━━━ DATASET RECORDS

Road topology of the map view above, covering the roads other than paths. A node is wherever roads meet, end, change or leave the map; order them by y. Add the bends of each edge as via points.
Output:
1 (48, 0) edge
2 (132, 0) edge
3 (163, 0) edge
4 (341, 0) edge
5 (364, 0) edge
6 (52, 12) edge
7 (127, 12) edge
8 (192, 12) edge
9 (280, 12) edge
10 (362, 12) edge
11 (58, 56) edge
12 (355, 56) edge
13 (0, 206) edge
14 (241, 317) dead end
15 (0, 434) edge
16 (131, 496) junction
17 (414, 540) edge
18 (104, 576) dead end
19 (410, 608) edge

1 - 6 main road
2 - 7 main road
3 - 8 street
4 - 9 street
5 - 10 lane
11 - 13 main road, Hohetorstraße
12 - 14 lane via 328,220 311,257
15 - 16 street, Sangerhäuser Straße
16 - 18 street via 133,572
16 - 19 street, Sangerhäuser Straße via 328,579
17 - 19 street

━━━━━━
━━━ DATASET RECORDS

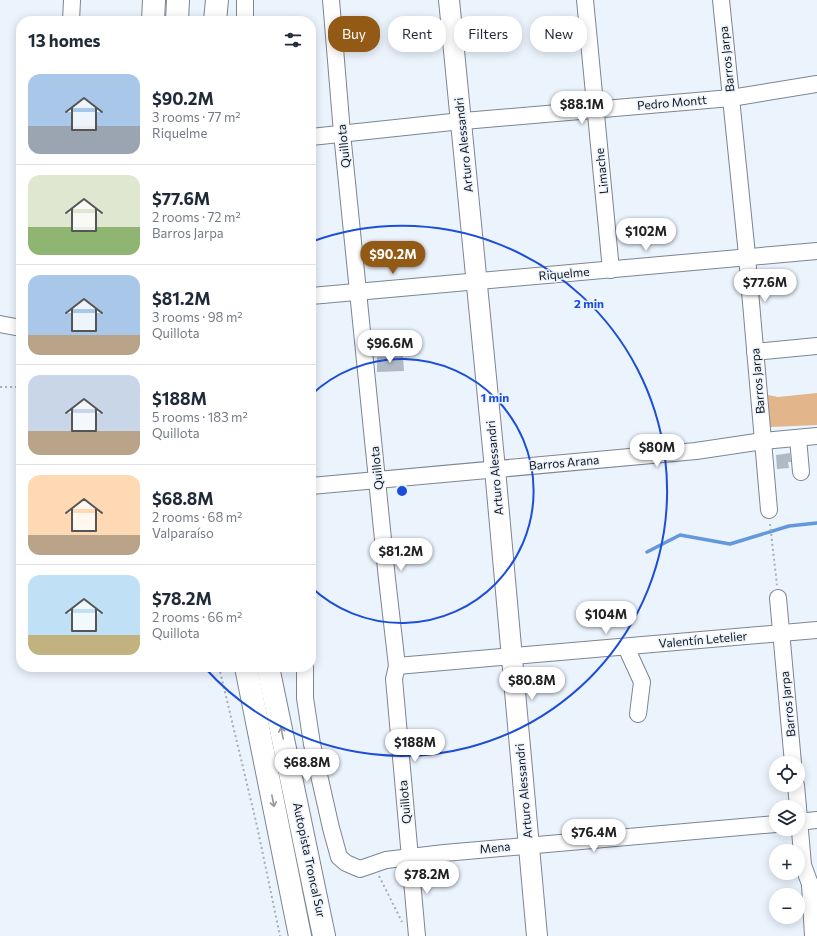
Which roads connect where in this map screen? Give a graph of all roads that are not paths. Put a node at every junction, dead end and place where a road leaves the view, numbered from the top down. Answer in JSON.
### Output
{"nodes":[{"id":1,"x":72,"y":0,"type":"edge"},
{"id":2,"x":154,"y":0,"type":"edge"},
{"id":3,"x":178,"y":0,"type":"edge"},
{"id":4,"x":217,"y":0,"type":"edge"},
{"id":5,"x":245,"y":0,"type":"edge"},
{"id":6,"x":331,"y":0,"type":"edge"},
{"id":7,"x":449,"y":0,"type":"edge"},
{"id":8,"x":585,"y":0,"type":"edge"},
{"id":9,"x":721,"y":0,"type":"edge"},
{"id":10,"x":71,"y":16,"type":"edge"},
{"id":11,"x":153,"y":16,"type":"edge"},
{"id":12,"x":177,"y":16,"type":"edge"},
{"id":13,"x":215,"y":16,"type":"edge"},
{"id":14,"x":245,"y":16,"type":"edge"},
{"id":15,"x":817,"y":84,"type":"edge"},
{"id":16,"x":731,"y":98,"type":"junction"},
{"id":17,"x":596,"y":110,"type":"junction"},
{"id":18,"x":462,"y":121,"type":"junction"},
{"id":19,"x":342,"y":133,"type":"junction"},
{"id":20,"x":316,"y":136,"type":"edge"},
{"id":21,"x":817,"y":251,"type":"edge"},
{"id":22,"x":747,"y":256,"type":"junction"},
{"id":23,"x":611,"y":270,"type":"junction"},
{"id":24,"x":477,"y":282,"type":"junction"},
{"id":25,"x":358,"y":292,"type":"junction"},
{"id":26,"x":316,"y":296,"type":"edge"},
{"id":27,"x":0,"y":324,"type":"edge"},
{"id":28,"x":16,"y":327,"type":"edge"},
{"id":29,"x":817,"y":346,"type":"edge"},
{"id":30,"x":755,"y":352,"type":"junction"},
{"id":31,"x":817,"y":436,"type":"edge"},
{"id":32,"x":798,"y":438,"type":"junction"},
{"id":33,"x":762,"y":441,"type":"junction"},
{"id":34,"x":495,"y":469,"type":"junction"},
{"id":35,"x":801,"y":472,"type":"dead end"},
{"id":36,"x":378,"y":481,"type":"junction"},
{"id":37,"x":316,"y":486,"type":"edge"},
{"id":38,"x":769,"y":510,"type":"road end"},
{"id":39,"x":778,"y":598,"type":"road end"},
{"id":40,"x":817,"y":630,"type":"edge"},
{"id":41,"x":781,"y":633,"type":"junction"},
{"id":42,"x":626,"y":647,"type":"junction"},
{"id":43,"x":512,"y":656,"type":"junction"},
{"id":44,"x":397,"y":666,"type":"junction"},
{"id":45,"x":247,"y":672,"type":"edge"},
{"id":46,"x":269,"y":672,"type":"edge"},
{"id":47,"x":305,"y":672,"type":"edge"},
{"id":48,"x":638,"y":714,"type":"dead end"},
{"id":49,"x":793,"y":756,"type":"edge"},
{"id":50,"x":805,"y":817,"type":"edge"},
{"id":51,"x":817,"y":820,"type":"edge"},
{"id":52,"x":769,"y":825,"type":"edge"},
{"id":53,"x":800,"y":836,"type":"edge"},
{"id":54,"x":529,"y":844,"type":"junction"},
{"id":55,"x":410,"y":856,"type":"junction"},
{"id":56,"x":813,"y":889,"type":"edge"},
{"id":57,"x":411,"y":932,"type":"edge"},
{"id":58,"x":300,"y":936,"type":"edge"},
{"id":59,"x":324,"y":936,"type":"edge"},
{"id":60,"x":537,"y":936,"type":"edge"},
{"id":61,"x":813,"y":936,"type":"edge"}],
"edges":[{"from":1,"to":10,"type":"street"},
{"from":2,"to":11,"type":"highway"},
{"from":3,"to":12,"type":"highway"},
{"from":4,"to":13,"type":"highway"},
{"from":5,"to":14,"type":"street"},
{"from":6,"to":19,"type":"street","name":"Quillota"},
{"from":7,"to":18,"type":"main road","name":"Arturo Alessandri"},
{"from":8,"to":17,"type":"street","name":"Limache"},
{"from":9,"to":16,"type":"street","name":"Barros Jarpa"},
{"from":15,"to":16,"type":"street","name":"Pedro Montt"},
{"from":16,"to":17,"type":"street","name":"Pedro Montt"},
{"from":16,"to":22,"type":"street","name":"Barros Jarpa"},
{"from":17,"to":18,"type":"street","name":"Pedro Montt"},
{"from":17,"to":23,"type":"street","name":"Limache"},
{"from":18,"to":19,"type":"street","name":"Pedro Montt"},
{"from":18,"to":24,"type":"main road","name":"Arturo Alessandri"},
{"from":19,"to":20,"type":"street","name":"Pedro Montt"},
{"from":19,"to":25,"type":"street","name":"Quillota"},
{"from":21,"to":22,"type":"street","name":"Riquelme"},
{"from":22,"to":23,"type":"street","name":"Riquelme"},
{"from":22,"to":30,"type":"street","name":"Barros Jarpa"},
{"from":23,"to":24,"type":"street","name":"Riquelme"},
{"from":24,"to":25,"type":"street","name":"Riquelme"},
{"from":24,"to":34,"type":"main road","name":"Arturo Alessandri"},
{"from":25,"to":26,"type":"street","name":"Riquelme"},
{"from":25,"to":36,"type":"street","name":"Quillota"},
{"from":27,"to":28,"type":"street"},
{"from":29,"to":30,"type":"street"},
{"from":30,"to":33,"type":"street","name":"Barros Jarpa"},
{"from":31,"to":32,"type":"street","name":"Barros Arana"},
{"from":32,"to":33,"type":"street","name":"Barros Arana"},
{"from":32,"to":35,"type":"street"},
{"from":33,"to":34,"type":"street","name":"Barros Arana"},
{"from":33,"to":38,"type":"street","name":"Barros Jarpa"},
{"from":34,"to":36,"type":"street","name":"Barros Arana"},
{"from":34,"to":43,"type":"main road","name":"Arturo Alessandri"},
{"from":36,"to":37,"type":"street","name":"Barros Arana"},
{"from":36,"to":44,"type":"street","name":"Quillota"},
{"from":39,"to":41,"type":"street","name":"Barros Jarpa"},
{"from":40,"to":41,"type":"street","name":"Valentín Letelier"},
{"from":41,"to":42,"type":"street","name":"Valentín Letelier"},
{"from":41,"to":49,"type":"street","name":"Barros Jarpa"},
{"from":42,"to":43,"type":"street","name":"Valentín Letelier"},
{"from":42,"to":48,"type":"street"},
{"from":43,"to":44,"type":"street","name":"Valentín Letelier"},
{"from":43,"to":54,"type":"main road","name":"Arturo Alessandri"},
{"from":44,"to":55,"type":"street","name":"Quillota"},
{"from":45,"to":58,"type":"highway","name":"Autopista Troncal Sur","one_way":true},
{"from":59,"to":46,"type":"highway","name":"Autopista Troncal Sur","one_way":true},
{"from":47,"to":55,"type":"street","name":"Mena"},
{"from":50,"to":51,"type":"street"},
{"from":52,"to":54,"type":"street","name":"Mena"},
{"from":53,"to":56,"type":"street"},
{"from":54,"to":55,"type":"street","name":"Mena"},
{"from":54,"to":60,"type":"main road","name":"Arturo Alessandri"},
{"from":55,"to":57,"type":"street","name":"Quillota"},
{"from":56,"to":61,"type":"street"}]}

━━━━━━

What lines of the data include the word "paths"? Copy each of them.

**ANSWER TO THIS TASK**
Road topology of the map view above, covering the roads other than paths. A node is wherever roads meet, end, change or leave the map; order them by y. Add the bends of each edge as via points.
Which roads connect where in this map screen? Give a graph of all roads that are not paths. Put a node at every junction, dead end and place where a road leaves the view, numbered from the top down. Answer in JSON.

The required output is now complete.